Stored items
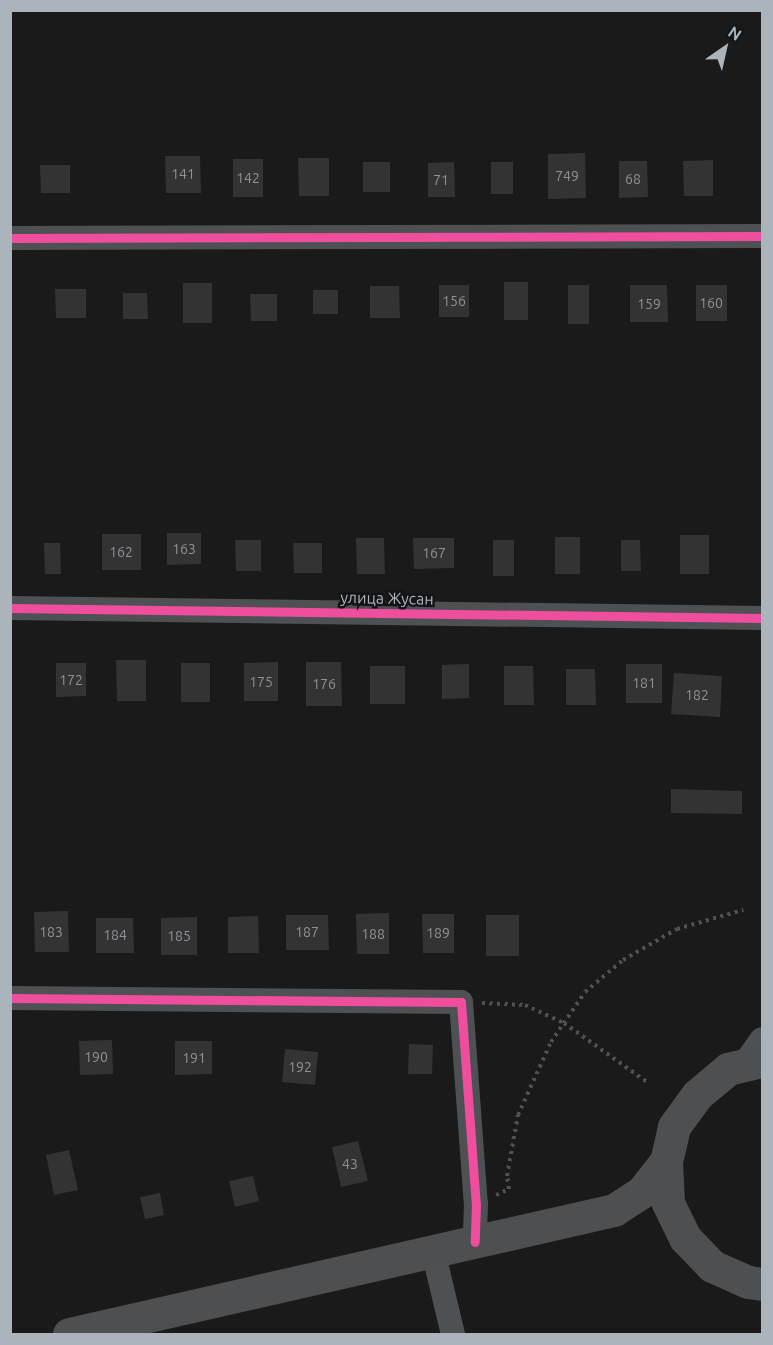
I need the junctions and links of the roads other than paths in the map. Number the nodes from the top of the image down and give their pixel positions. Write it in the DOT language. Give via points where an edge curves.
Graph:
graph roads {
  1 [pos="762,236"];
  2 [pos="10,238"];
  3 [pos="10,608"];
  4 [pos="762,618"];
  5 [pos="10,998"];
  6 [pos="756,1054"];
  7 [pos="666,1161"];
  8 [pos="614,1210"];
  9 [pos="685,1238"];
  10 [pos="475,1242"];
  11 [pos="433,1251"];
  12 [pos="758,1289"];
  13 [pos="69,1335"];
  14 [pos="453,1335"];
  1 -- 2 [label="street"];
  3 -- 4 [label="street, улица Жусан"];
  5 -- 10 [label="street" via="461,1002 476,1204"];
  6 -- 7 [label="street" via="728,1069 697,1095 674,1127"];
  7 -- 8 [label="street" via="642,1192"];
  7 -- 9 [label="street" via="668,1203"];
  8 -- 9 [label="street" via="650,1220"];
  8 -- 10 [label="street"];
  9 -- 12 [label="street" via="712,1266"];
  10 -- 11 [label="street"];
  11 -- 13 [label="street"];
  11 -- 14 [label="street"];
}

### Action item
Each record above must be returned exactly as written, with its pictures omitted.

### Reply to the exercise
I need the junctions and links of the roads other than paths in the map. Number the nodes from the top of the image down and give their pixel positions. Write it in the DOT language. Give via points where an edge curves.
Graph:
graph roads {
  1 [pos="762,236"];
  2 [pos="10,238"];
  3 [pos="10,608"];
  4 [pos="762,618"];
  5 [pos="10,998"];
  6 [pos="756,1054"];
  7 [pos="666,1161"];
  8 [pos="614,1210"];
  9 [pos="685,1238"];
  10 [pos="475,1242"];
  11 [pos="433,1251"];
  12 [pos="758,1289"];
  13 [pos="69,1335"];
  14 [pos="453,1335"];
  1 -- 2 [label="street"];
  3 -- 4 [label="street, улица Жусан"];
  5 -- 10 [label="street" via="461,1002 476,1204"];
  6 -- 7 [label="street" via="728,1069 697,1095 674,1127"];
  7 -- 8 [label="street" via="642,1192"];
  7 -- 9 [label="street" via="668,1203"];
  8 -- 9 [label="street" via="650,1220"];
  8 -- 10 [label="street"];
  9 -- 12 [label="street" via="712,1266"];
  10 -- 11 [label="street"];
  11 -- 13 [label="street"];
  11 -- 14 [label="street"];
}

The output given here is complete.